This browser is not actively supported anymore. For the best passle experience, we strongly recommend you upgrade your browser.

Freshfields Risk & Compliance

| 3 minutes read

'Responsible and fair behaviour' in UK construction contracting during COVID-19

On 7 May 2020, the UK Cabinet Office (PDF) and the Construction Leadership Council (PDF) (CLC) released mutually endorsed guidance ('the 7 May guidance') encouraging contracting parties to work in a collaborative, rather than adversarial, manner during COVID-19. 

The UK government has urged 'responsible and fair behaviour', while the CLC has requested that the construction industry 'works together to support the long-term health of our sector by constructively resolving all contractual disputes arising from the pandemic'.  

The 7 May guidance does not create additional statutory obligations nor provide parties with an excuse for non-performance. Instead, it offers practical guidance as to how parties can administer contracts fairly to mitigate the impact of COVID-19. (Advice on best use of each of the JCT (PDF), NEC4 (PDF) and FIDIC (PDF) standard terms in circumstances created by COVID-19 has been produced in the past weeks.)

The 7 May guidance recognises that parties can enforce certain rights as a matter of contract, but urges parties to work 'responsibly and fairly': the implicit position of the government and CLC therefore seems to be that parties should be slow to enforce those contractual rights if it would fall foul of the requested 'responsible and fair behaviour'.

The particular scenarios resulting from COVID-19 that are covered in the 7 May guidance are:

  • delays in performance and associated costs;
  • delays in payment and maintenance of cashflow;
  • supply chain management; and
  • anticipating and dealing with disputes.

Delays in performance and associated costs

While a party’s right to an extension of time is a matter of contract, the 7 May guidance advises that parties should seek a collaborative approach in agreeing whether an extension of time can be granted. The CLC’s guidance includes pro forma letters for parties to use in order to achieve a collaborative approach to resolving delays and the associated increases in costs, including specific pro forma letters for use under the JCT Design and Build Contract 2016 and NEC3/4 Engineering and Construction Contract 2013.

The Cabinet Office notes that responsible and fair behaviour will include 'requesting, and allowing, extensions of time, substitute or alternative performance and compensation, including compensation for increased cost or additional performance'.

The CLC also suggests that parties may wish to consider how they divide increased costs, for instance by way of a pain/gain mechanism.

However, the CLC does advise that any such collaborative negotiations concerning (for instance) extensions of time, allocations of increased costs and changes to payment amounts, should be undertaken on a ‘without prejudice’ basis (for further advice on this, see the CLC guidance) and any interim agreement is expressly ‘subject to contract’, to avoid the risk of parties creating new contractual obligations unintentionally.

It also reiterates that contractual obligations should not be ignored: the 7 May guidance is clear that notice provisions must still be followed (and see Ben Guest's blog post on NEC4 contract terms for further explanation of this).

Delays in payment

It is highly likely that disruptions to cashflow will contribute to delays in payment. Simultaneously, increased costs incurred by contractors/suppliers will make receiving prompt payments more urgent. The Cabinet Office's guidance advises prompt requests and payments in order to reduce the strain on parties.

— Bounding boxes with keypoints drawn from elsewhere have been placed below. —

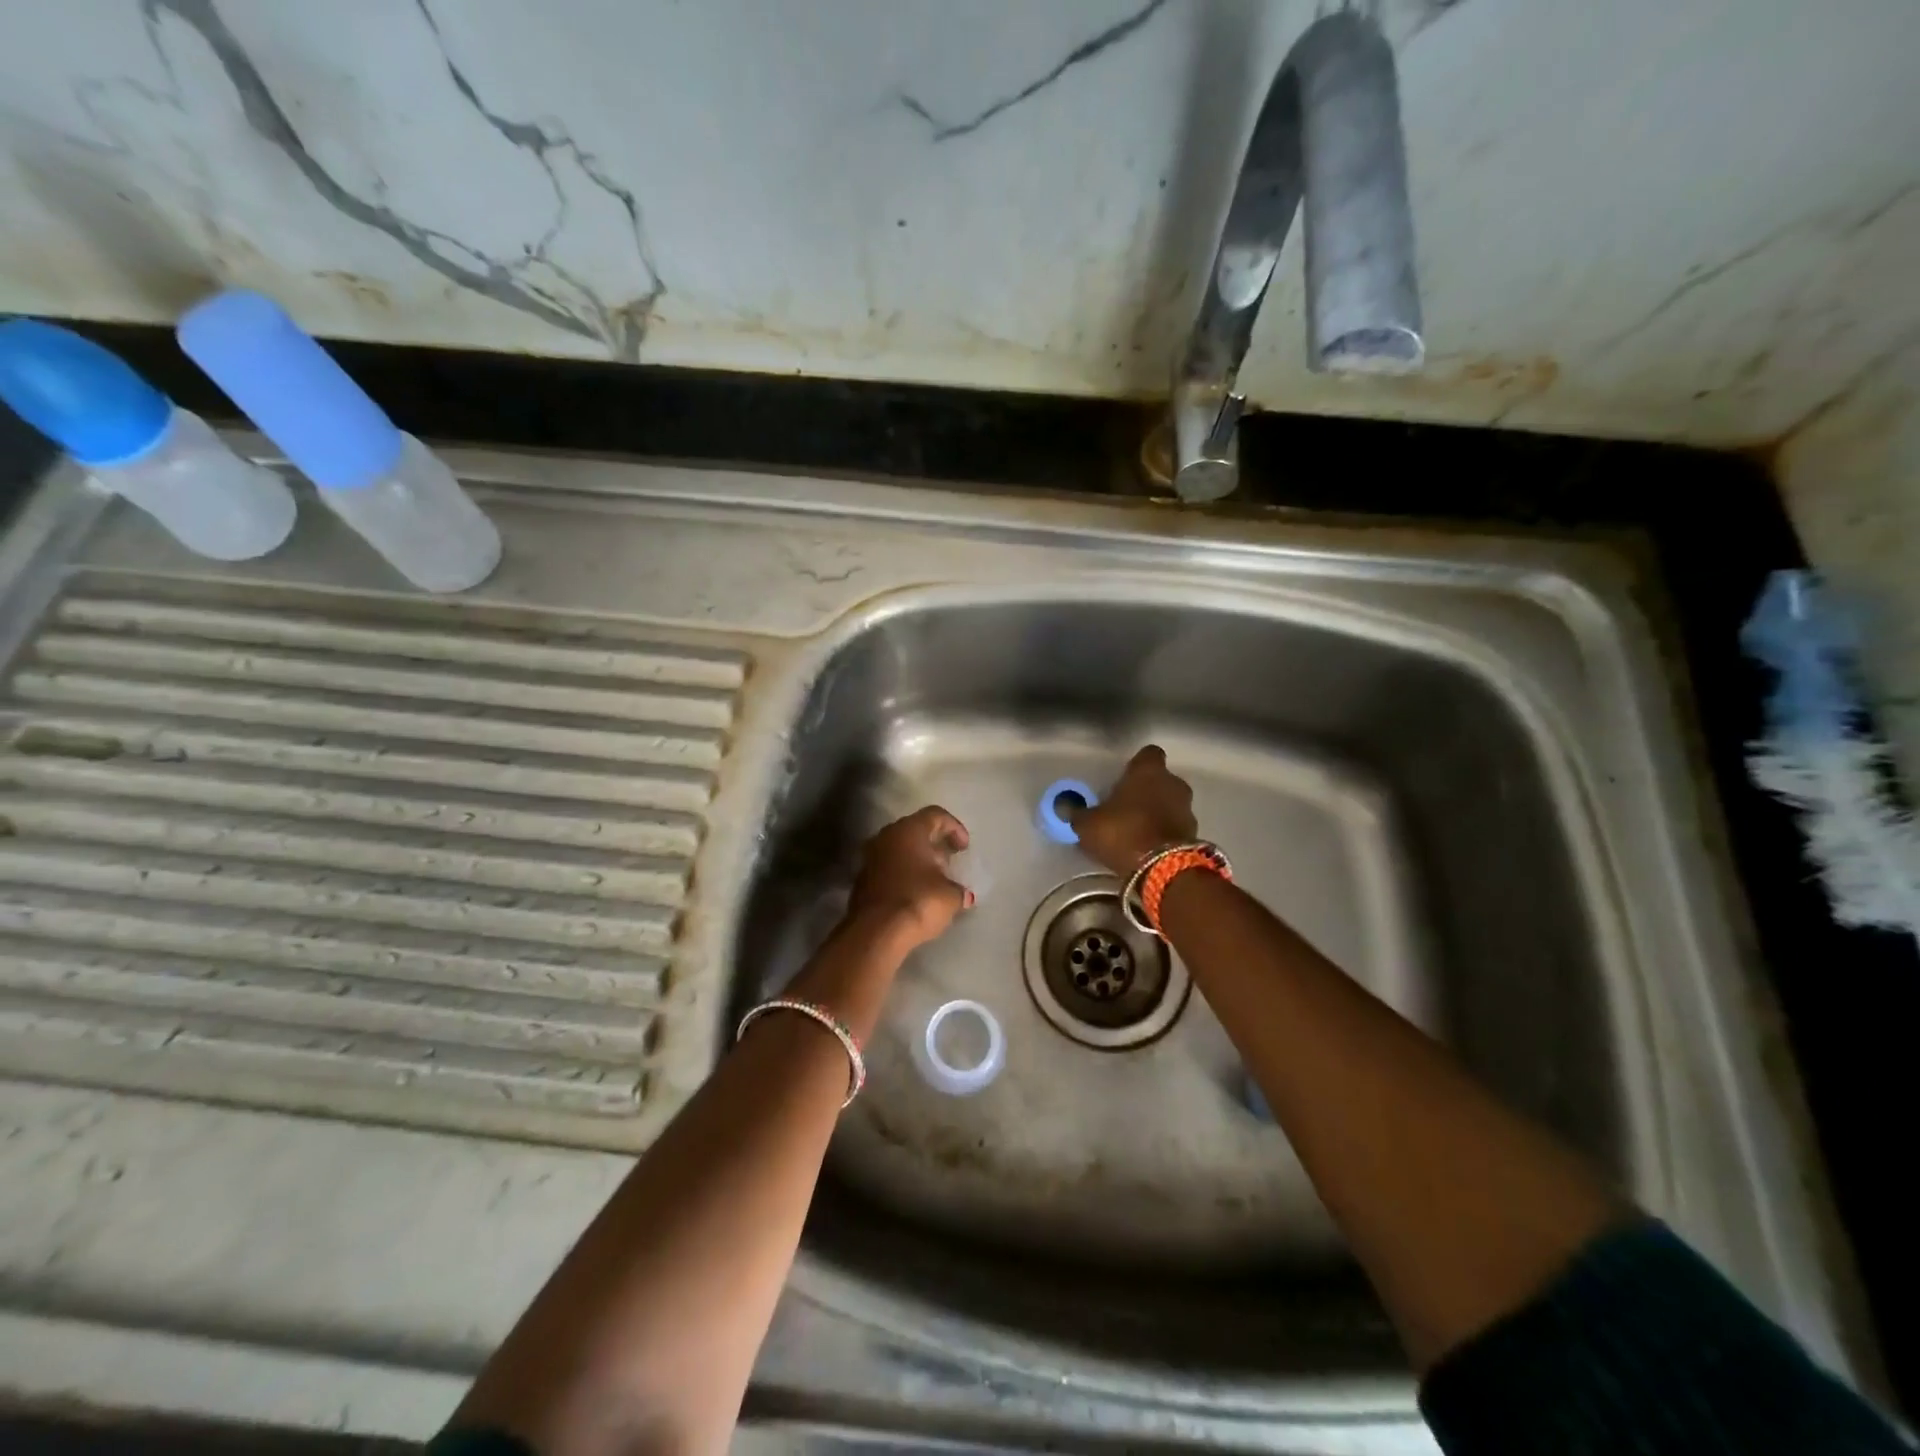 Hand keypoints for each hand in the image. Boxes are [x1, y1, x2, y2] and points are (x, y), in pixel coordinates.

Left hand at [846, 805, 972, 948]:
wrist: (876, 932)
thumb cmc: (918, 901)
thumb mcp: (951, 895)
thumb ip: (958, 888)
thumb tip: (961, 893)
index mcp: (909, 830)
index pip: (935, 815)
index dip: (955, 828)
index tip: (964, 849)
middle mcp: (886, 836)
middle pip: (915, 830)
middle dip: (934, 844)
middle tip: (949, 862)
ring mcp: (870, 857)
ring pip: (899, 849)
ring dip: (917, 860)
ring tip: (934, 879)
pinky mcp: (862, 879)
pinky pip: (888, 867)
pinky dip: (903, 874)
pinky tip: (915, 893)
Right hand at [1075, 745, 1198, 875]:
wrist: (1164, 869)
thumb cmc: (1123, 833)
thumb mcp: (1088, 824)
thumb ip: (1077, 813)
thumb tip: (1064, 807)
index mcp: (1148, 771)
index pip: (1148, 754)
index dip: (1137, 764)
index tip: (1124, 776)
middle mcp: (1173, 784)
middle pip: (1161, 780)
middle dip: (1147, 790)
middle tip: (1126, 806)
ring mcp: (1187, 809)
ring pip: (1170, 803)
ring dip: (1157, 812)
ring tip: (1136, 830)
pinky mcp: (1193, 835)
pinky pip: (1175, 826)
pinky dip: (1164, 832)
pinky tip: (1147, 846) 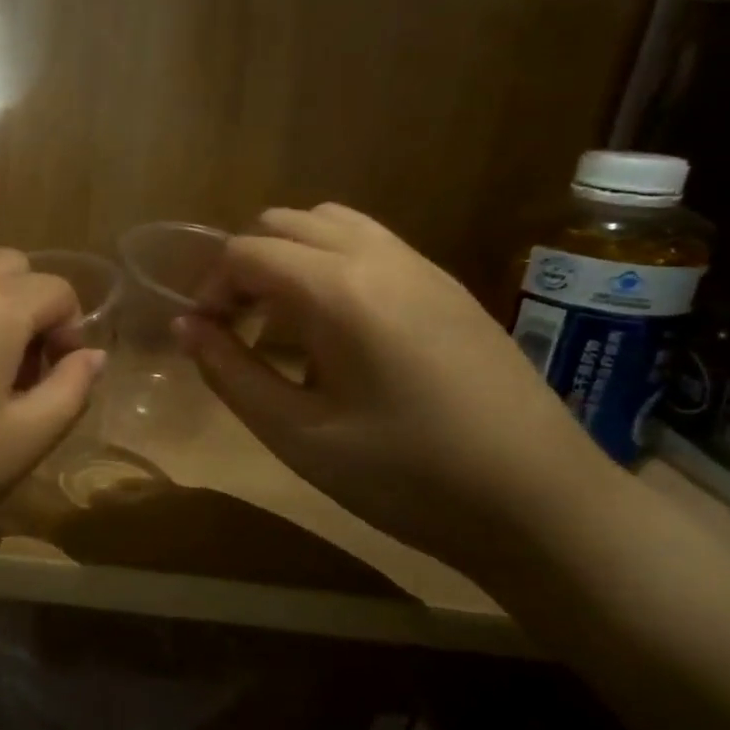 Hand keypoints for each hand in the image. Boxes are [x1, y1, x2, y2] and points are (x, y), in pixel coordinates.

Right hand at [176, 205, 626, 577]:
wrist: (544, 506)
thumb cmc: (406, 477)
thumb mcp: (297, 434)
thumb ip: (230, 373)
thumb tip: (186, 327)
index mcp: (338, 290)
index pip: (246, 252)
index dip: (210, 289)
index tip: (205, 337)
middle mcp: (379, 257)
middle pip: (285, 223)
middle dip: (245, 265)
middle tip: (236, 327)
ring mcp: (422, 266)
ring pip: (331, 224)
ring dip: (289, 258)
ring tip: (281, 321)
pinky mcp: (448, 287)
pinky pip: (370, 245)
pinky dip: (330, 264)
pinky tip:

Parties should look to PPN 02/20: Supplier Relief where available for ideas on how to reframe payment methods and timetables. See the blog post by Elizabeth Forster and Kate Gough for more details.

Dealing with supply chains

Public authorities are strongly encouraged under PPN 02/20 to accelerate their payment practices from the mandated 30 days under the Public Contracts Regulations 2015 in order to protect wider supply chains. 

The Cabinet Office's 7 May guidance urges payments 'ensuring cashflow is maintained, including to pay the workforce and individuals and businesses throughout the supply chain'.

Businesses can help by:

  • prioritising or 'targeting' high-value invoices, where these will help to maintain a supply chain; and
  • considering how payments to the supply chain could be monitored and protected, for example, by suppliers agreeing to provide evidence of supply upfront when invoicing (perhaps through a digital payment/transaction management system) or the use of a project bank account (which is the default policy for the public sector in England, Wales, Northern Ireland and Scotland).

Dealing with disputes

The Cabinet Office's 7 May guidance seeks to encourage parties to prevent contractual issues becoming intractable disputes. It points parties towards various fast-track and alternative dispute resolution procedures.

Where disputes cannot be resolved parties are advised to continue acting fairly and responsibly. Escalation clauses, for example, should not be used 'solely to prolong and protract a dispute in order to improve [a party’s] short term commercial position'. The CLC's 7 May guidance provides extensive advice for parties in choosing which dispute resolution path to follow, noting in particular the relative costs of each one (the likely principal concern currently).

It is hoped, however, that inevitable delays and failures in performance of contractual obligations can be mitigated by efforts at collaborative working and parties acknowledging, where reasonable, the exceptional circumstances which their counterparties find themselves in.